HS:    It’s a funny thing.  I’m listed in some opera guide as having written a chamber opera many years ago.  What I did was write what I thought was incidental music for a production of Lorca’s Blood Wedding, and if it’s an opera, it’s a strange one because none of the principals were singers!  [Both laugh]  So all of the vocal work writing is done for people in the show.  It was done for the Campbell Theater in Cleveland many years ago.  The interesting thing to me is that in November I had two libretti handed to me within one week.  People that had been working on them.
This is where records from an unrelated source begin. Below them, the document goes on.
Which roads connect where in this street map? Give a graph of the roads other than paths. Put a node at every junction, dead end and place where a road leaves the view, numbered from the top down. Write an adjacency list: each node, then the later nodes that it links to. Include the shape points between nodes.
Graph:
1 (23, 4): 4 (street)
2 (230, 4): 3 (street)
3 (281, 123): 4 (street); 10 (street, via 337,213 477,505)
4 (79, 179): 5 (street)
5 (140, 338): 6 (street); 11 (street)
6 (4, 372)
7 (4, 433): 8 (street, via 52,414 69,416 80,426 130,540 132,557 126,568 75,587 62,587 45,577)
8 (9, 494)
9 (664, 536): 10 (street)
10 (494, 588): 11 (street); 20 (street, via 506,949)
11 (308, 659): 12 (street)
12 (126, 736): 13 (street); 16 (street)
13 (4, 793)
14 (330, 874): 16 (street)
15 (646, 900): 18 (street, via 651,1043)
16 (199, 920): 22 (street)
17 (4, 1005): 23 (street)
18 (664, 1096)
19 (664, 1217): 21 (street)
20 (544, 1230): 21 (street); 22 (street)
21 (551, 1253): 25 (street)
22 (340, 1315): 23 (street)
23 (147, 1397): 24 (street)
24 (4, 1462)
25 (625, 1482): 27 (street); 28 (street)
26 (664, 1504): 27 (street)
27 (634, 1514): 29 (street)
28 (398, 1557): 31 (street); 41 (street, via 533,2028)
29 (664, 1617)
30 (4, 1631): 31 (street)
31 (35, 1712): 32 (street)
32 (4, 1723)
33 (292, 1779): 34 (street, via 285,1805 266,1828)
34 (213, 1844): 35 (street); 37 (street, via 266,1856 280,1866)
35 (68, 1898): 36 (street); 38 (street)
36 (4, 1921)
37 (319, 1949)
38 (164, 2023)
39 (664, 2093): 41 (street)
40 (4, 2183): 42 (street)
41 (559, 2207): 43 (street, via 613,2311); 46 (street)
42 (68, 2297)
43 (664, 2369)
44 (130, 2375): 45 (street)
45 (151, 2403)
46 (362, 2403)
BD:    Are you going to set them?

halesmith HS:    I want to very much, so I’m thinking about them.  Right now I’m trying to sort the two.  They are so far apart that it’s possible I might even pull a Ravel coup and start writing two operas at one time!  [Much laughter]  Both of them, for whatever it’s worth, deal with essentially black subject matter, but they transcend those ideas, those conditions.  One has very rich and beautiful imagery, and the other is quite stark.

BD:    Are they full-length operas?

HS:    Yes, they would be full length.

BD:    If they were chamber works, maybe you could put them both together.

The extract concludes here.